As of the 2020 census, Hawk Cove had a population of 452. The median age was 42.1 years. 24.3% of residents were under the age of 18 and 10.2% of residents were 65 years of age or older. For every 100 females there were 89.1 males, and for every 100 females age 18 and over there were 87.9 males age 18 and over.

0.0% of residents lived in urban areas, while 100.0% lived in rural areas.

There were 166 households in Hawk Cove, of which 30.7% had children under the age of 18 living in them. Of all households, 41.0% were married-couple households, 18.1% were households with a male householder and no spouse or partner present, and 34.3% were households with a female householder and no spouse or partner present. About 21.1% of all households were made up of individuals and 6.0% had someone living alone who was 65 years of age or older.

There were 216 housing units, of which 23.1% were vacant. The homeowner vacancy rate was 2.7% and the rental vacancy rate was 6.5%.

Racial composition as of the 2020 census
| Race | Number | Percent |
|---|---|---|
| White | 331 | 73.2% |
| Black or African American | 2 | 0.4% |
| American Indian and Alaska Native | 9 | 2.0% |
| Asian | 1 | 0.2% |
| Native Hawaiian and Other Pacific Islander | 0 | 0.0% |
| Some other race | 51 | 11.3% |
| Two or more races | 58 | 12.8% |
| Hispanic or Latino (of any race) | 109 | 24.1% |

===2000 census===

As of the 2000 census, there were 457 people, 174 households, and 127 families residing in the city. The population density was 1,465.7 PD/sqmi. There were 245 housing units at an average density of 785.8 /sqmi. The racial makeup of the city was 93.87% White, 1.09% African American, 1.09% Native American, 0.22% Asian, 1.31% from other races, and 2.41% from two or more races. Hispanic or Latino of any race were 6.78% of the population.

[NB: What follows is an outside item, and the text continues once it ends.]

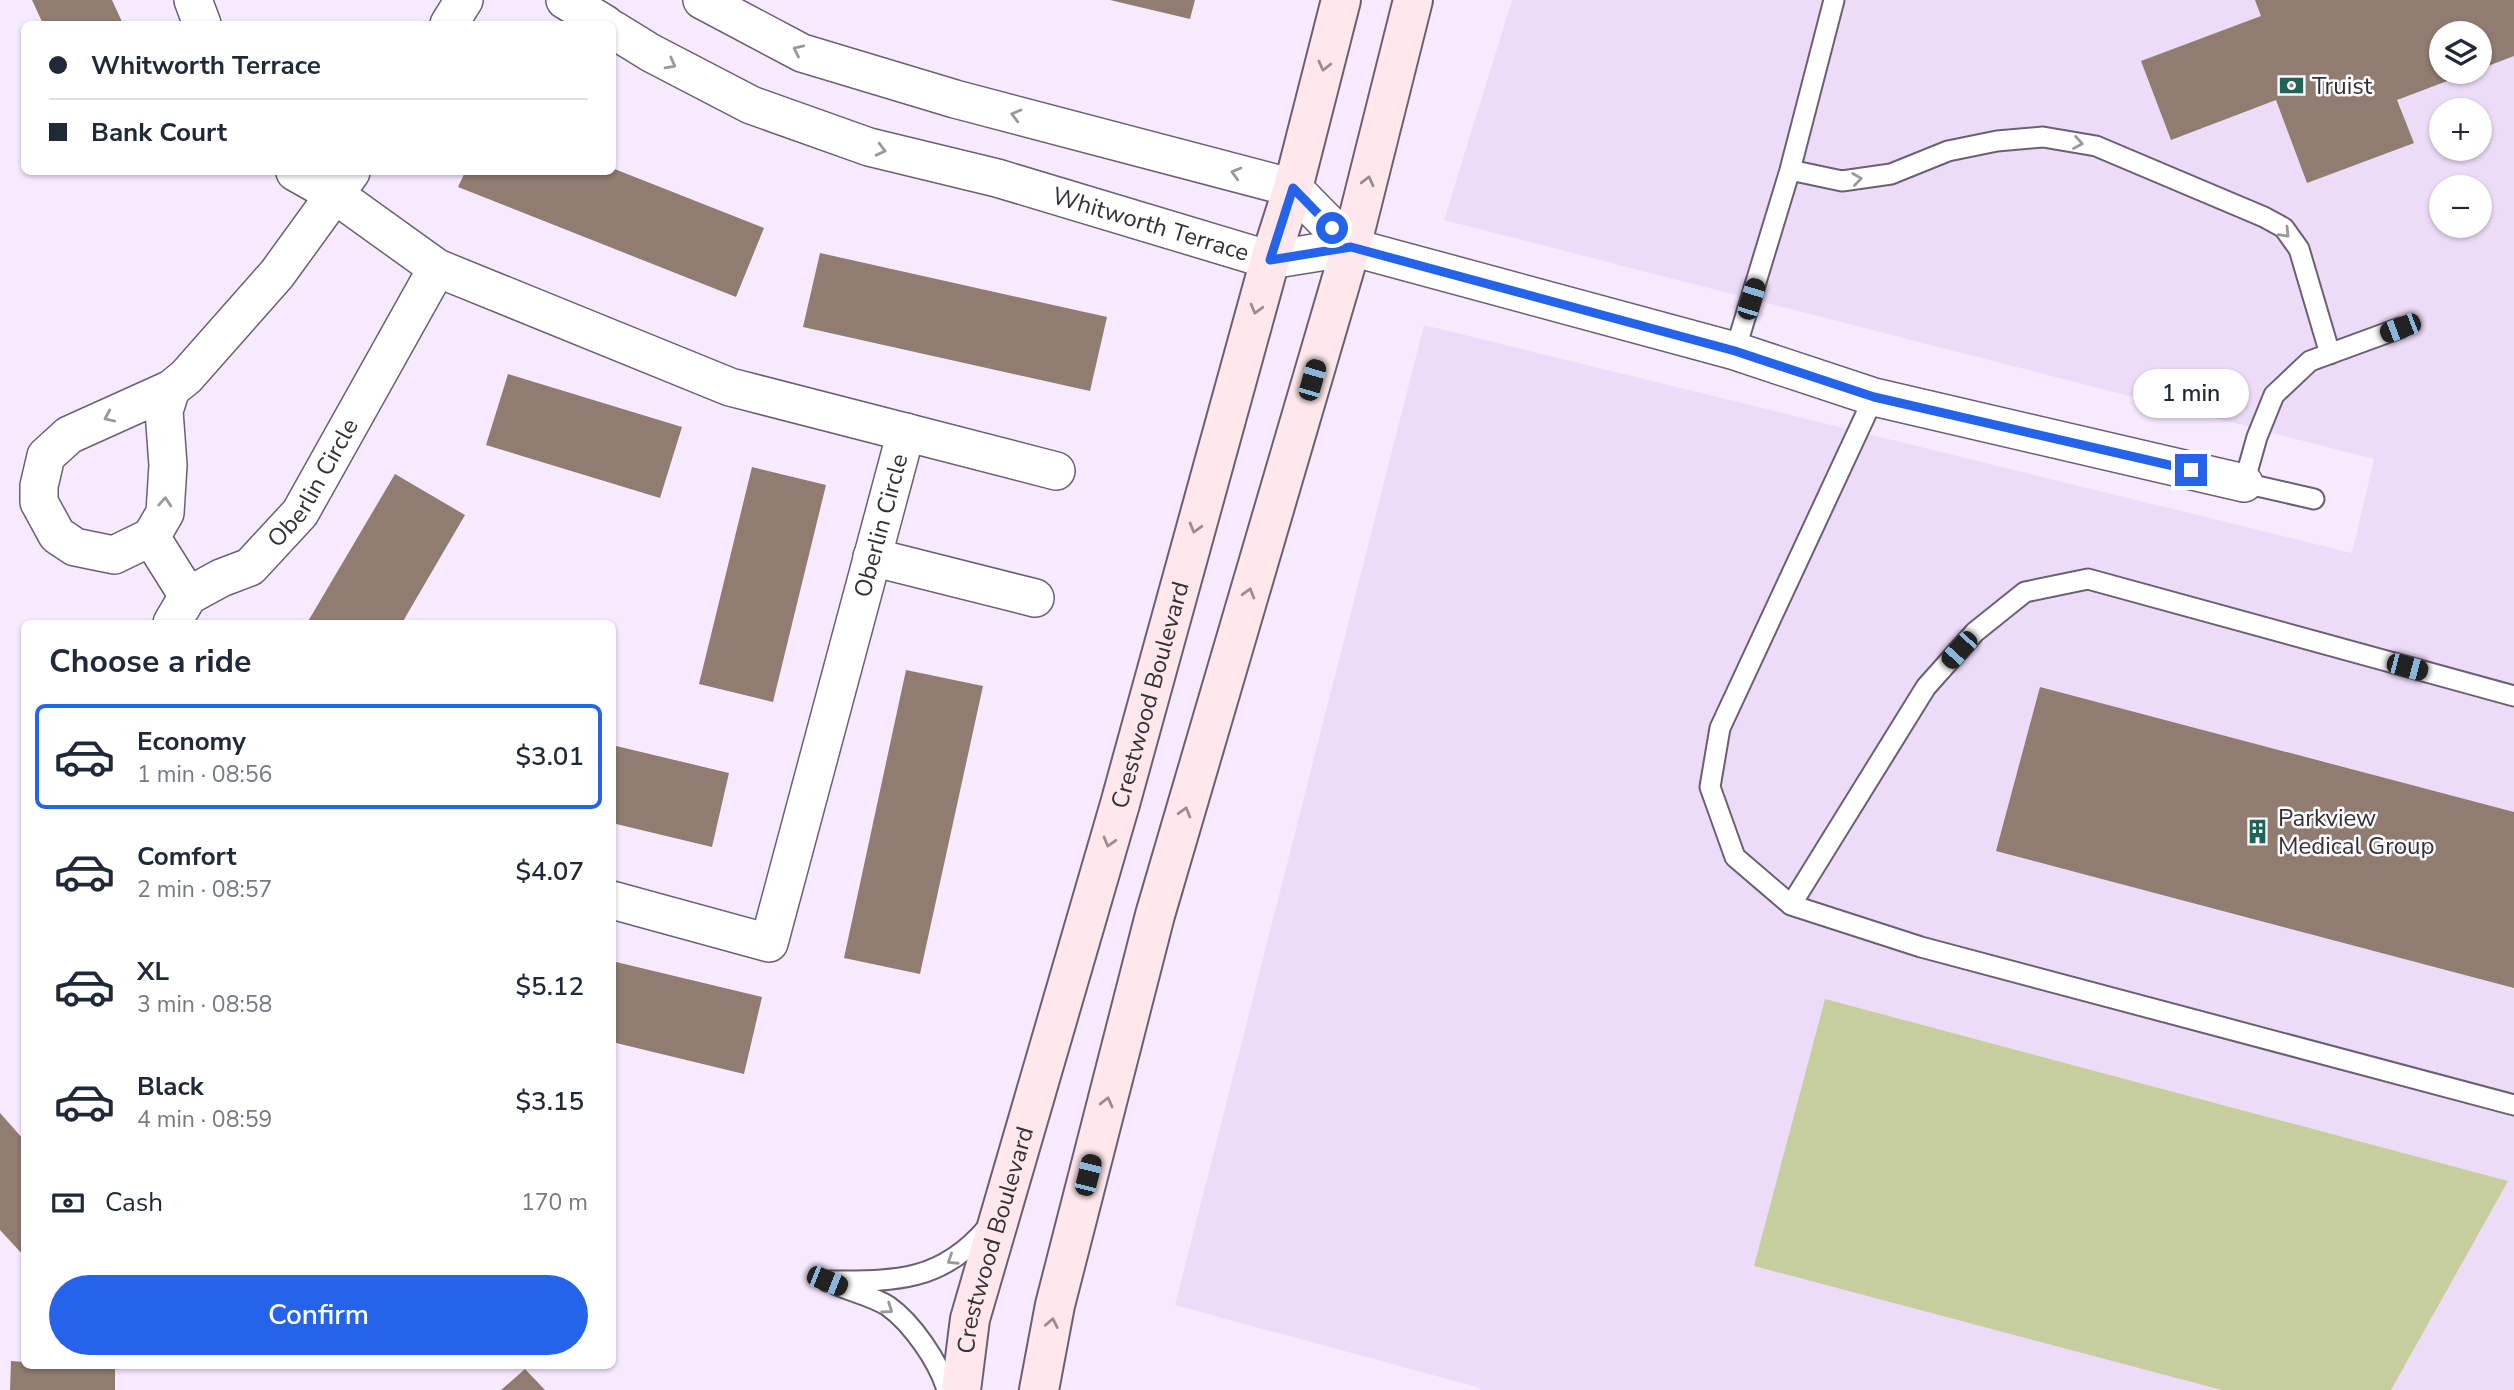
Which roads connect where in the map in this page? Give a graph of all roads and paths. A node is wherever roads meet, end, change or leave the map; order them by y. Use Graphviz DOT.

There were 174 households, out of which 24.7% had children under the age of 18 living with them, 52.3% were married couples living together, 13.2% had a female householder with no husband present, and 27.0% were non-families. 23.0% of all households were made up of individuals, and 12.1% had someone living alone who was 65 years of age or older. The average household size was 2.63 and the average family size was 2.99.

In the city, the population was spread out, with 25.8% under the age of 18, 7.2% from 18 to 24, 24.5% from 25 to 44, 25.6% from 45 to 64, and 16.8% who were 65 years of age or older. The median age was 40 years. For every 100 females, there were 88.1 males. For every 100 females age 18 and over, there were 84.2 males.

The median income for a household in the city was $23,226, and the median income for a family was $23,669. Males had a median income of $31,071 versus $21,750 for females. The per capita income for the city was $10,375. About 10.1% of families and 9.6% of the population were below the poverty line, including 11.6% of those under age 18 and 17.5% of those age 65 or over.
==Education==
Public education is provided by the Quinlan Independent School District.